In the next example a function useObj() counts how many times it is called on a particular object and stores this count per object in a WeakMap.


const callCount = new WeakMap();
function useObj(obj){
  // do whatever with obj
  if (!callCount.has(obj)) {
    obj.status = "active";
  }
  // update callCount:
  let called = callCount.get(obj) || 0;
  called++; // called one more time
  callCount.set(obj, called);
}

// a temporary object is used a number of times throughout the program via useObj():
let tempObj = { name: "some temporary object" }; 
useObj(tempObj);
useObj(tempObj);
useObj(tempObj);

console.log(`Object "${tempObj.name}" was used ${callCount.get(tempObj)} times`); // logs: 'Object "some temporary object" was used 3 times'
// the object is not needed any more:
tempObj = null;
// Object { name: "some temporary object" } and the associated value are subject to garbage collection.

The above example is an adaptation of this Stackoverflow answer.

WeakSet has only the has() method to read the collection. This makes a WeakSet suitable for tracking the existence of temporary objects.

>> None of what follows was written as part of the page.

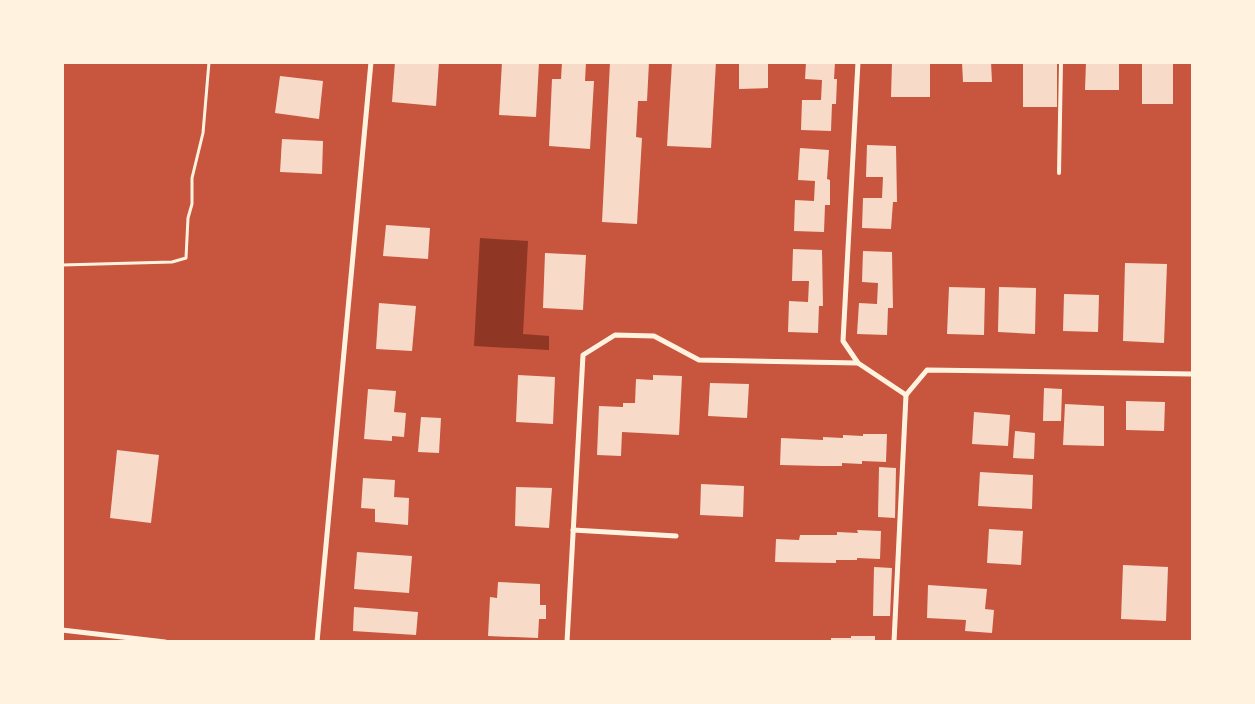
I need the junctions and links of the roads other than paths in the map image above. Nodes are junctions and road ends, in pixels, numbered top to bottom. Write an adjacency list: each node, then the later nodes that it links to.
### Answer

const mySet = new WeakSet();

let tempObj1 = {},
    tempObj2 = {},
	tempObj3 = ["..."],
	tempObj4 = {};

mySet.add(tempObj1);
mySet.add(tempObj2);
mySet.add(tempObj3);
mySet.add(tempObj4);

console.log(mySet.has(tempObj3)); // logs: true

tempObj3 = null;
console.log(mySet.has(tempObj3)); // logs: false

// Array ["..."] is now queued up for the trash can.